START EXERCISE INPUT
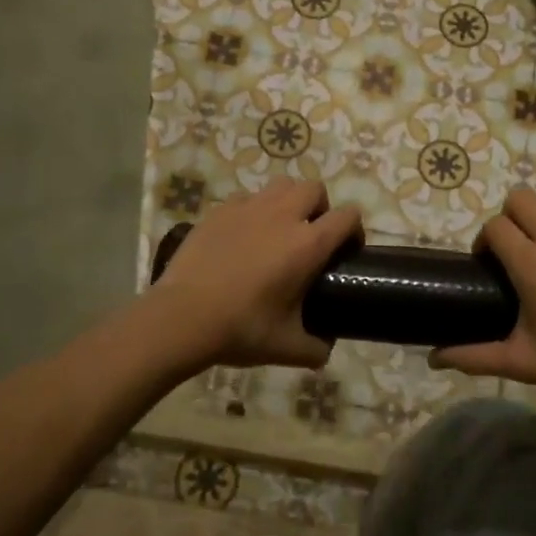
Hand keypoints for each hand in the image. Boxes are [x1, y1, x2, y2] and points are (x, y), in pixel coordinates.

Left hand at [149, 180, 360, 370]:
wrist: (182, 317)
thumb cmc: (241, 329)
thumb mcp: (286, 347)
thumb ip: (315, 349)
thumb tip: (325, 351)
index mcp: (308, 244)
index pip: (347, 216)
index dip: (354, 230)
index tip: (346, 250)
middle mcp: (283, 216)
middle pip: (314, 188)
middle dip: (320, 207)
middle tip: (311, 236)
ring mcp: (248, 208)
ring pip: (281, 185)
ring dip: (288, 200)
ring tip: (279, 228)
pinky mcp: (219, 210)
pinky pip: (246, 198)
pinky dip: (253, 210)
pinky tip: (243, 235)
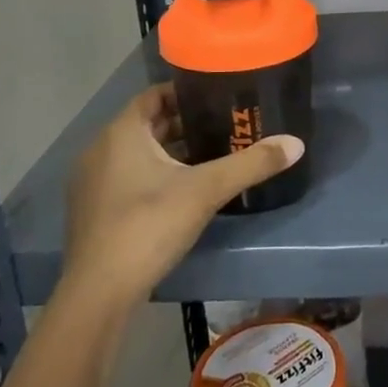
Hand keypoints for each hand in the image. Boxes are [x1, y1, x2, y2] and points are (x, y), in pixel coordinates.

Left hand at [62, 85, 303, 309]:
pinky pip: (126, 177)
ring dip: (169, 152)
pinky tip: (181, 192)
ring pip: (136, 153)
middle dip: (184, 124)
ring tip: (209, 157)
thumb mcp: (206, 190)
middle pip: (147, 124)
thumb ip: (251, 164)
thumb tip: (296, 144)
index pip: (153, 95)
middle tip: (223, 127)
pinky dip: (152, 175)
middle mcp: (100, 149)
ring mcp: (91, 182)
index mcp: (122, 132)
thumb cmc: (149, 225)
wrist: (99, 293)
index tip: (217, 98)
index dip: (185, 93)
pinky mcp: (92, 211)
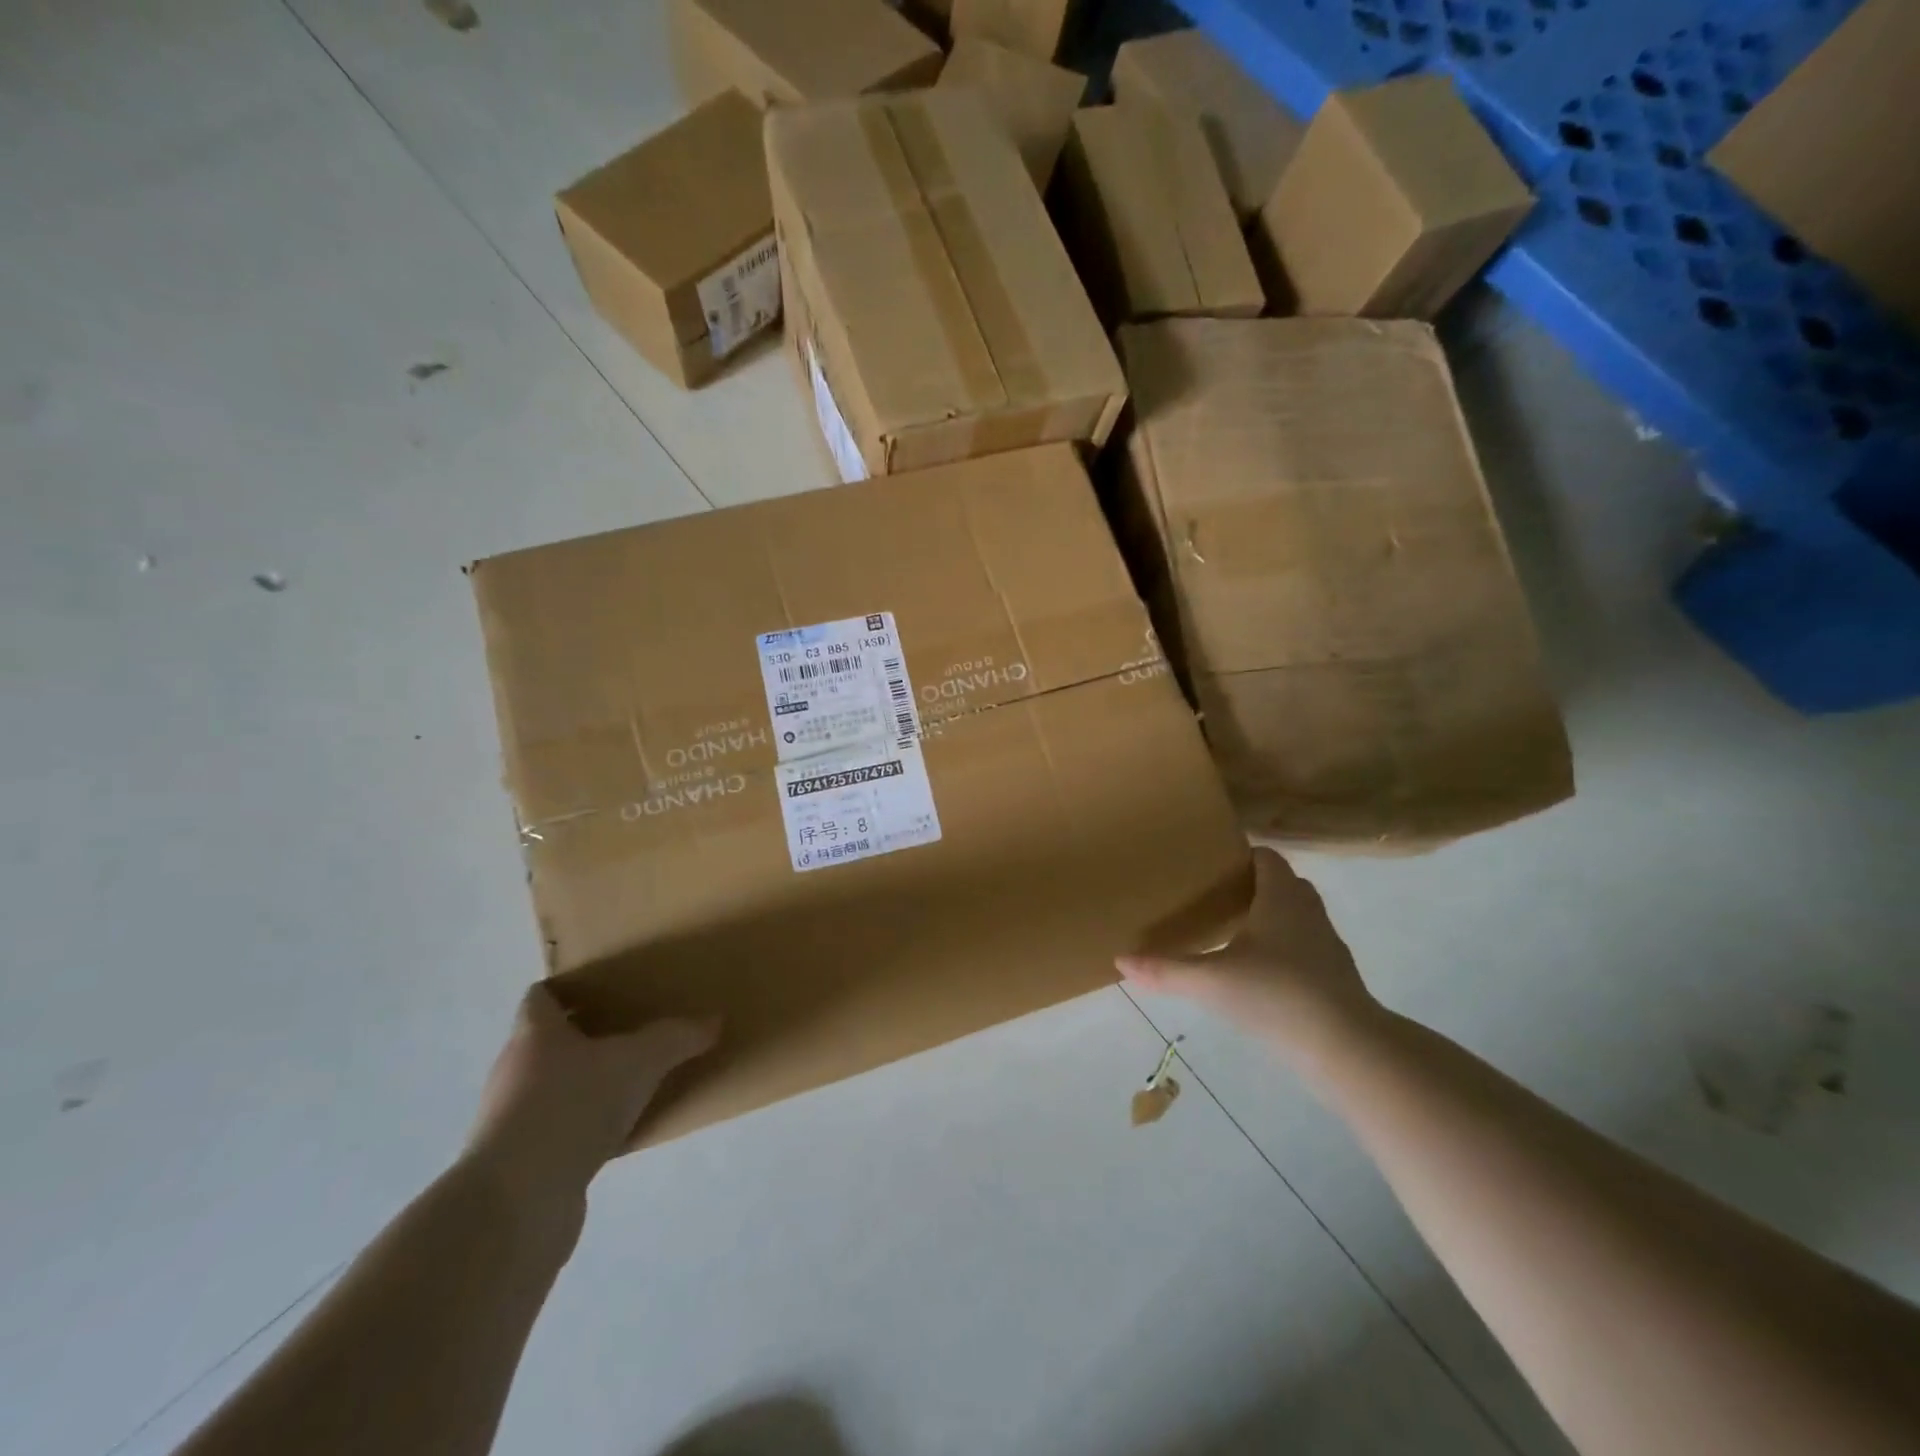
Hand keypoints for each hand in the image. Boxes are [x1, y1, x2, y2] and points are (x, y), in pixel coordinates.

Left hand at [463, 984, 717, 1215]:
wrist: (517, 1202)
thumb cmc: (572, 1106)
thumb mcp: (639, 1061)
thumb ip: (677, 1037)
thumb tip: (714, 1020)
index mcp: (534, 1034)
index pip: (541, 996)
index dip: (570, 988)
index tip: (605, 987)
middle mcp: (514, 1070)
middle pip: (547, 1041)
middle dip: (586, 1035)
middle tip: (631, 1029)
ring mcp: (510, 1120)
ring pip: (552, 1087)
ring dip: (585, 1083)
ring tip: (631, 1081)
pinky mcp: (519, 1163)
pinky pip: (558, 1129)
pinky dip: (584, 1126)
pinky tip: (619, 1132)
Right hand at [1118, 849, 1379, 1059]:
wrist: (1345, 1047)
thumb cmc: (1276, 995)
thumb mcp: (1212, 982)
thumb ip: (1166, 970)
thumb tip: (1121, 960)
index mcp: (1280, 896)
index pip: (1265, 857)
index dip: (1241, 855)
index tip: (1210, 866)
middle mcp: (1307, 910)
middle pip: (1282, 883)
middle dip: (1251, 886)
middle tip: (1214, 898)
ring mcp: (1326, 943)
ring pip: (1295, 915)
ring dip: (1269, 917)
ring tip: (1232, 932)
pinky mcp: (1334, 975)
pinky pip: (1304, 946)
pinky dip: (1283, 949)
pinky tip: (1257, 973)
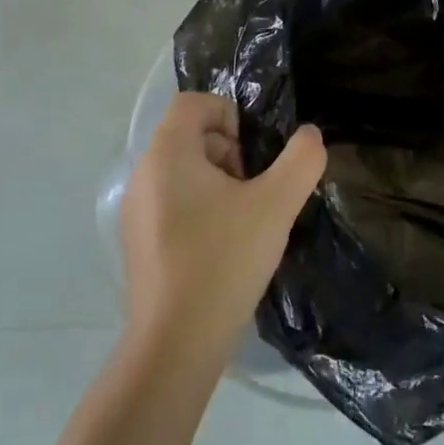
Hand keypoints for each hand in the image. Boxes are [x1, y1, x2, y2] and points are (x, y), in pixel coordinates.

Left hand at [118, 92, 326, 371]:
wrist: (176, 342)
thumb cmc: (223, 259)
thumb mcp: (276, 205)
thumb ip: (300, 160)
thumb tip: (309, 135)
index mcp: (167, 153)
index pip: (193, 102)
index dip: (229, 113)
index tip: (254, 152)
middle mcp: (142, 173)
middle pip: (188, 136)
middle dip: (228, 151)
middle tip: (255, 189)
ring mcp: (134, 210)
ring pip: (181, 171)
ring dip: (217, 182)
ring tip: (243, 220)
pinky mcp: (137, 242)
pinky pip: (170, 203)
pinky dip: (199, 209)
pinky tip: (222, 248)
END EXERCISE INPUT
## WHAT IS EXPECTED
Nothing should appear in the answer except the lines from the first line of the data through the line holding "thumb ip: (251, 164)", exactly as written, with pictures left out.

## TASK RESULT
Hand keypoints for each hand in the image. Boxes are [x1, y1, x2, y2] and points are (x, y), in pixel coordinates.

Left hand at [149, 180, 360, 370]:
wrist: (182, 317)
thumb cmc: (241, 329)
thumb mcp: (286, 347)
thumb ip: (315, 349)
thumb tip: (325, 351)
index mcp: (308, 244)
index pip: (347, 216)
index dip: (354, 230)
index tip: (346, 250)
middle mcp: (283, 216)
middle pip: (314, 188)
middle dip: (320, 207)
middle tip: (311, 236)
ring mcp: (248, 208)
ring pip: (281, 185)
ring dip: (288, 200)
ring tip: (279, 228)
pinky mcp: (219, 210)
pinky pip: (246, 198)
pinky dip: (253, 210)
pinky tip: (243, 235)
Hand keypoints for each hand in the image. Boxes are [x1, y1, x2, y2] and points are (x, y), in pixel coordinates.

Left hand at [62, 85, 303, 309]:
pinky pip: (126, 177)
ring dip: (169, 152)
pinky tip: (181, 192)
ring pip: (136, 153)
middle dip: (184, 124)
ring tip: (209, 157)
thumb mcp: (206, 190)
middle pip: (147, 124)
thumb ip: (251, 164)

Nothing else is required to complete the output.